▶ **PROBLEM DETAILS**:
Check every line of the entries below for "dead", and copy the lines that have it.

Stored data entries
*** Begin section ***
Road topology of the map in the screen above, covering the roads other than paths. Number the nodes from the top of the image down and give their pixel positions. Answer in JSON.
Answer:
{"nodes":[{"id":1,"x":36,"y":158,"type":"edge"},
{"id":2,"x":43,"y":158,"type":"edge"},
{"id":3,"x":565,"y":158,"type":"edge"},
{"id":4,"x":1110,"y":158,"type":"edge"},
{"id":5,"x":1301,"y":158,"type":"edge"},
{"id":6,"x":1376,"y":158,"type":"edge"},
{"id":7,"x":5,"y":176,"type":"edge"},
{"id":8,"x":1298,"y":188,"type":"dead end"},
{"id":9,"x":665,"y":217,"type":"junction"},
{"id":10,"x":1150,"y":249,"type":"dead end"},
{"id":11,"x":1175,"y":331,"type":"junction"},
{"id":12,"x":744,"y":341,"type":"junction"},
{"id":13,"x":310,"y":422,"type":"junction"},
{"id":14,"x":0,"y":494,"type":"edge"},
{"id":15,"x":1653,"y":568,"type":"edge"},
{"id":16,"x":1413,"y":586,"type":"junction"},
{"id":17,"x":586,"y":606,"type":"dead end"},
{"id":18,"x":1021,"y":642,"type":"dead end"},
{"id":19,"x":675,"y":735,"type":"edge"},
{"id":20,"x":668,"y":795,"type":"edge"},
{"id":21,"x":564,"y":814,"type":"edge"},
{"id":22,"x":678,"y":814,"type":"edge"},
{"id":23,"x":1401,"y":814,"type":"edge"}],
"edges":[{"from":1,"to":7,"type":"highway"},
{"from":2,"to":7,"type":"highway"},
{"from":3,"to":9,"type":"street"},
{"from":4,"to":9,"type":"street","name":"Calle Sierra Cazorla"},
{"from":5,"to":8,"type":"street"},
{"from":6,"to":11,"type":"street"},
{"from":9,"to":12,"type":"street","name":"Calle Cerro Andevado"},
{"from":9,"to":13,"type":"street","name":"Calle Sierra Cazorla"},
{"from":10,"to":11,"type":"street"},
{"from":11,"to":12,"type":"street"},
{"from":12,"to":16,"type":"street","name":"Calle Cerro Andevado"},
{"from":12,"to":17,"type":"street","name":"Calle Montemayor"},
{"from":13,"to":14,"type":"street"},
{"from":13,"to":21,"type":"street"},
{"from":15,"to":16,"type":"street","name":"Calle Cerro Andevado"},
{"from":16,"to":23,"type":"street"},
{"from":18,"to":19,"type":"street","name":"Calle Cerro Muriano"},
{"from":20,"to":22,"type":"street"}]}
*** End section ***
▶ **TASK SOLUTION**:
{"id":8,"x":1298,"y":188,"type":"dead end"},
{"id":10,"x":1150,"y":249,"type":"dead end"},
{"id":17,"x":586,"y":606,"type":"dead end"},
{"id":18,"x":1021,"y":642,"type":"dead end"},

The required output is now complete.